While the only scholarship on Emma Big Bear labels her the “last Winnebago in northeastern Iowa,” she was far from the last or even the only Winnebago in Allamakee County.10 Crucial to Emma Big Bear Holt’s activism was her proximity to active indigenous communities. Family members from Black River Falls certainly helped the Big Bear Holts accomplish their strategic site occupations but their contributions to the success of Emma’s protests remains unrecognized. For example, Robert Holt, Emma’s nephew, stayed with the Big Bear Holt family in the summer of 1930.11 Beyond her family, Emma and her family relied on their Ho-Chunk neighbors. The Big Bear Holt family had to accommodate federal surveillance and this accommodation involved traveling hundreds of miles to either the federal agent in Wisconsin or Nebraska annually. To mask her activism, Emma Big Bear Holt reported that she lived with family members at the Grand Rapids agency rather than report her address in Allamakee County and her neighbors helped her physically travel to the agency annually. Even after 1930, when the Bureau of Indian Affairs mandated that agents create a census of all enrollees whether on the reservation or elsewhere, Emma continued to report that she lived at the Grand Rapids Agency to mask her mound site occupation.12

Emma Big Bear Holt’s site occupations achieved moderate success; where she camped, amateur archaeologists did not excavate. Emma Big Bear Holt was not the only Indigenous activist who lobbied for earthworks and burial sites in the Midwest. Simultaneous to but independent from the activism of Emma Big Bear Holt, Lyda Conly fought to protect a nineteenth century burial site from corporate development from 1907 to 1910.

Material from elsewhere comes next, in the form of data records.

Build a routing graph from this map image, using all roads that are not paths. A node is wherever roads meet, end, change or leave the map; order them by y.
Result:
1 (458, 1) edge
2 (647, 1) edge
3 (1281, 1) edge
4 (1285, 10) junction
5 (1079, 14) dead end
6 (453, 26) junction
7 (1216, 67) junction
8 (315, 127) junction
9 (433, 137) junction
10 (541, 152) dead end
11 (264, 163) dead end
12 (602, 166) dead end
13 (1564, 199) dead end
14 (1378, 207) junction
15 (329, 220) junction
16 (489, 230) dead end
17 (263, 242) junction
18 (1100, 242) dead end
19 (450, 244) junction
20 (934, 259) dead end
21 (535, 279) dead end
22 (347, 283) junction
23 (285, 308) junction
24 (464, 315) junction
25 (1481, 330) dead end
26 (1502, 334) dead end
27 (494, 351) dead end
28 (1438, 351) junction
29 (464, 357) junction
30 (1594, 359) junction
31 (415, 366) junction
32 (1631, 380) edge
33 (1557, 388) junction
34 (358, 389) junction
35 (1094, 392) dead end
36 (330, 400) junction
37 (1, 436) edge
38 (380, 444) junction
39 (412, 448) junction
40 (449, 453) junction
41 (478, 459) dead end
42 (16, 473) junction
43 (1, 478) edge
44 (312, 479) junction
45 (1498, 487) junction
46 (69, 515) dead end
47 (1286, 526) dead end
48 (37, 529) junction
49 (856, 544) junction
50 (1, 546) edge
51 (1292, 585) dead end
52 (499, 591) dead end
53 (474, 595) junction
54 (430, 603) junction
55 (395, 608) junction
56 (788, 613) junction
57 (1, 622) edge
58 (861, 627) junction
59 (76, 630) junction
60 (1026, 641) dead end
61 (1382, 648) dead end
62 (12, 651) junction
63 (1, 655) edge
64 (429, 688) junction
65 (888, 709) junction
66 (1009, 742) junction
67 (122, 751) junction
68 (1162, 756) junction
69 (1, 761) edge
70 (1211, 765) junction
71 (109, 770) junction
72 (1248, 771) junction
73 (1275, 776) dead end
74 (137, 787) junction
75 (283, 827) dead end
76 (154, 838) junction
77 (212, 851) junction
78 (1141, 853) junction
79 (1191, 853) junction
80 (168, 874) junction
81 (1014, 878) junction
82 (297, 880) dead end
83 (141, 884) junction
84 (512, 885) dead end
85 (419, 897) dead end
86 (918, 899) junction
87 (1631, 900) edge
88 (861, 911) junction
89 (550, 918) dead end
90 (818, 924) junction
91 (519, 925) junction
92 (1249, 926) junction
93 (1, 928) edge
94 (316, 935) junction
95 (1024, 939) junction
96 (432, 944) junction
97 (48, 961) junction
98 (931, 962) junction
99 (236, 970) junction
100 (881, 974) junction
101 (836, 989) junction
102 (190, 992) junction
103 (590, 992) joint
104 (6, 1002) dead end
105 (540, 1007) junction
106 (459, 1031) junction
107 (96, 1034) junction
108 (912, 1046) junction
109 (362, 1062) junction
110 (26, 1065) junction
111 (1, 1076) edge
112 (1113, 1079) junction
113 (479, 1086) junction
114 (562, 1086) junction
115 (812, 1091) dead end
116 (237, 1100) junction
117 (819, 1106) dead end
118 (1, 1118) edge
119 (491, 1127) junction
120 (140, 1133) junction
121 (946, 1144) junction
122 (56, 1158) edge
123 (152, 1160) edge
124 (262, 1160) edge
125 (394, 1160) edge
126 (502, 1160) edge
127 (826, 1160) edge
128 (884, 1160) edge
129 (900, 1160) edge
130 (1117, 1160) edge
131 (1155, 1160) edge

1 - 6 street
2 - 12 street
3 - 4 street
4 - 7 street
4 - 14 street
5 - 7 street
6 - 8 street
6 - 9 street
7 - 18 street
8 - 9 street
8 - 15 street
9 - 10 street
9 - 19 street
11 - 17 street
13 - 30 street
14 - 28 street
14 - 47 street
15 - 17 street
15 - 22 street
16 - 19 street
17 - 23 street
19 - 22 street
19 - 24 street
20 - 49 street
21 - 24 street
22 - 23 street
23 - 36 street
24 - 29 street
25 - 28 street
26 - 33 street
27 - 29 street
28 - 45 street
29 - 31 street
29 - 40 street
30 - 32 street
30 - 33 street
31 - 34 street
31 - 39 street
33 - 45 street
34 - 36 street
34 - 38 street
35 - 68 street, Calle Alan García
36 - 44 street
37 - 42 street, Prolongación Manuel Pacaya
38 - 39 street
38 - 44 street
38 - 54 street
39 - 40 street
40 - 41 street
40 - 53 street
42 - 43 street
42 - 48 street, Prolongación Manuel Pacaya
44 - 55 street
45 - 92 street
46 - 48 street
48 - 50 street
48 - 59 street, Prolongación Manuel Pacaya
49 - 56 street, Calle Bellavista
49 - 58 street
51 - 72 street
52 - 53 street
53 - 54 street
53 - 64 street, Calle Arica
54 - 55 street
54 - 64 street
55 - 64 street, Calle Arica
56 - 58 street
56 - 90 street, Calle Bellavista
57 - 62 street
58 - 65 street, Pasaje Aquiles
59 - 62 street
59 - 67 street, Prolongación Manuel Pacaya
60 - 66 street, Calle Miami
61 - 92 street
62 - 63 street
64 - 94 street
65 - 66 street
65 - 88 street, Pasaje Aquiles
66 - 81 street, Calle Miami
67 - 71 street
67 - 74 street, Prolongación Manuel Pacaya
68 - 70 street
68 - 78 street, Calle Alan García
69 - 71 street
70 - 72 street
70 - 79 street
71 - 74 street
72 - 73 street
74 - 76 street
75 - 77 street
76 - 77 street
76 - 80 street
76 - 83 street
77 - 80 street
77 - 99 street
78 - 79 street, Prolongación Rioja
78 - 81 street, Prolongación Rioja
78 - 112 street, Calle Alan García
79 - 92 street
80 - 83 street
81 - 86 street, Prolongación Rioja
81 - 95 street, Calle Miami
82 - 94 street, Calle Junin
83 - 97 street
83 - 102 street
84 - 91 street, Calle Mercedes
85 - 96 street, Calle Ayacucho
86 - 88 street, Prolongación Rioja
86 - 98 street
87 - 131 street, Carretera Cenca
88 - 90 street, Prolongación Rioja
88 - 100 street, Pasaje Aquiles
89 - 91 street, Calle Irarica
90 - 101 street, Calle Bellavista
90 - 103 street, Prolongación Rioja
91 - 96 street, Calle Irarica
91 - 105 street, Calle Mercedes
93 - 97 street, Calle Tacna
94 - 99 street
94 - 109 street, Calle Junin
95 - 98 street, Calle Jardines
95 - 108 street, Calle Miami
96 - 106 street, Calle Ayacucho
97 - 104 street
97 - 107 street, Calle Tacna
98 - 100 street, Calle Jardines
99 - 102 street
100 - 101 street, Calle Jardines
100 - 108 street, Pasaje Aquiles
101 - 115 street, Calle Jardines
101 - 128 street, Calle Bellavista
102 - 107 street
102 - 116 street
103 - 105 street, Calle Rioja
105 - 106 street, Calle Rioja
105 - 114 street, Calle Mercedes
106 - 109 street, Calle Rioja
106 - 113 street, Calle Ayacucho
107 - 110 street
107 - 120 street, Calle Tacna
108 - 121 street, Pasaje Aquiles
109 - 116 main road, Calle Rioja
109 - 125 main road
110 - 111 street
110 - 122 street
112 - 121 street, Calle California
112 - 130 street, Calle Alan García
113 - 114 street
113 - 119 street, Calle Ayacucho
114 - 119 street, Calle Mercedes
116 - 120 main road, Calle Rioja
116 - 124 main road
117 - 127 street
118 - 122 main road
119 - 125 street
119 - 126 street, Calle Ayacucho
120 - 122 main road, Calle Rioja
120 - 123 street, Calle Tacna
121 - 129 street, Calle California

Lyda Conley (1869–1946) was a member of a multi-ethnic Wyandot family that experienced removals and attempted cultural erosion. The Wyandot removal experience, where the federal government forcibly removed the Wyandot from their ancestral homelands in Ohio to Kansas and Oklahoma, profoundly impacted Lyda Conley’s journey from Kansas to the Supreme Court in Washington D.C. In 1842, the federal government forced the Wyandot to cede all of their claims to lands in Ohio and Michigan in exchange for lands in the Kansas territory; families and elders were marched from northern Ohio, and the federal government forcibly re-settled the Wyandot on the Missouri river in the Kansas territory.13 On their forced march, a typhoid epidemic claimed the lives of one hundred Wyandot people. On July 12, 1843, the Wyandot established the Huron Place Cemetery and interred the remains of those who had perished during their removal.14 From 1843 to 1907, families buried nearly two hundred Wyandot citizens there. An 1844 treaty with the Wyandot guaranteed that the Wyandot would always control the cemetery.15

In 1868, when Lyda Conley was born, the federal government allotted Wyandot lands in Kansas and her family acquired a sixty-four-acre farm in Wyandotte County, Kansas. With their proximity to Kansas City, the Conley sisters had access to an emerging Midwestern cosmopolitan city; three of the four daughters graduated from high school and Lyda and Ida attended a women’s college in Kansas City.16 Familiar with their family’s rich and multiethnic heritage, their cultural rites, and their Wyandot national history, the Conley sisters were outraged to learn that the Wyandotte Nation in Oklahoma had approved the sale of the Huron Place Cemetery.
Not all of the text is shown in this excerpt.